» **TASK**
In the records below, pick out all lines containing the word "Church".

» **LISTED RECORDS**

□ □ □

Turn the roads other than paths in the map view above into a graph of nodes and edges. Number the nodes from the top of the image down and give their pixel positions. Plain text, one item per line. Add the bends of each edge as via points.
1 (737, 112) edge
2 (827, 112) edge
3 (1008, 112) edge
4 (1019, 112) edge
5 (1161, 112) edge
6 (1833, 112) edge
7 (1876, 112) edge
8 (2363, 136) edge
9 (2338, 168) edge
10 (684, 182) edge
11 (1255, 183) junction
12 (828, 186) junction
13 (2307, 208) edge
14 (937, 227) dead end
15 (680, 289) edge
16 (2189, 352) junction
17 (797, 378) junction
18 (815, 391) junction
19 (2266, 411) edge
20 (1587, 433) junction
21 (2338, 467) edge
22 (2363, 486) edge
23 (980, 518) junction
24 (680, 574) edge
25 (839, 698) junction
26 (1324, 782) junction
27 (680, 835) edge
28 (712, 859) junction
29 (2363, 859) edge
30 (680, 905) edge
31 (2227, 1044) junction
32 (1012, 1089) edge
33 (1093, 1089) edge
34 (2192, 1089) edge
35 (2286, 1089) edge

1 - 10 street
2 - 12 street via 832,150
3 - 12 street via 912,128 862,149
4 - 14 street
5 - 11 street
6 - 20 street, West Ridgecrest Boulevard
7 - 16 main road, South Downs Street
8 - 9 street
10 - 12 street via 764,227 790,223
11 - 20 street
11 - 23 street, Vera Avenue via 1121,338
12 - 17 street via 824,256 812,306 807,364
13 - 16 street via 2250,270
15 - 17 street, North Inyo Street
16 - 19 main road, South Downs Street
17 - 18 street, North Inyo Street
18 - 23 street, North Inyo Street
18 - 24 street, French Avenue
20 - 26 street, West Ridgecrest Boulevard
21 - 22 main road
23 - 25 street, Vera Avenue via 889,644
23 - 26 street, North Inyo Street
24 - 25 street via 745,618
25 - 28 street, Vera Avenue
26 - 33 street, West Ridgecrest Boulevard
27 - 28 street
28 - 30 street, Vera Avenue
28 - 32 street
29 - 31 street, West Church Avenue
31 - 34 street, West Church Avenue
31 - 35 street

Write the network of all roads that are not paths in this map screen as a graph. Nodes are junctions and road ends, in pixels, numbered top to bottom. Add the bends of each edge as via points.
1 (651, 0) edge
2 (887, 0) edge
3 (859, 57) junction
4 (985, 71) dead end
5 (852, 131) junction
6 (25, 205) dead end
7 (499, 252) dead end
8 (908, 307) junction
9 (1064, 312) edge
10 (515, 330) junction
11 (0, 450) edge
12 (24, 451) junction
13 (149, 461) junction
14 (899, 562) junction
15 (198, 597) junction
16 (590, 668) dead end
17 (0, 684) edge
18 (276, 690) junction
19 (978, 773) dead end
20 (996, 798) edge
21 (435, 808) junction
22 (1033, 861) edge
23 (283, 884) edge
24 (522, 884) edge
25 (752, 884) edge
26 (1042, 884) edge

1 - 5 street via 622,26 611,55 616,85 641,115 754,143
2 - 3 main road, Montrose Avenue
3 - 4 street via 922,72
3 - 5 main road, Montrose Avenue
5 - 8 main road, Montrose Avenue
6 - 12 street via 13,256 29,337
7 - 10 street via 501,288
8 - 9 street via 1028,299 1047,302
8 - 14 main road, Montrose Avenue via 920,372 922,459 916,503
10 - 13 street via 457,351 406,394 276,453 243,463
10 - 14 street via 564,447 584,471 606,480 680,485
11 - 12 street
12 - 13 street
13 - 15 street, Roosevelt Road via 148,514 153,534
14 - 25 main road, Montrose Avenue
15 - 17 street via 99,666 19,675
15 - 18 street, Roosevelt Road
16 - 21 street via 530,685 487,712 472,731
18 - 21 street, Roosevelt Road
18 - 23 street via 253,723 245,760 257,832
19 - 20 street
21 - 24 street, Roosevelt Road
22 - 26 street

□ □ □

» **SOLUTION FOR THIS EXERCISE**
29 - 31 street, West Church Avenue
31 - 34 street, West Church Avenue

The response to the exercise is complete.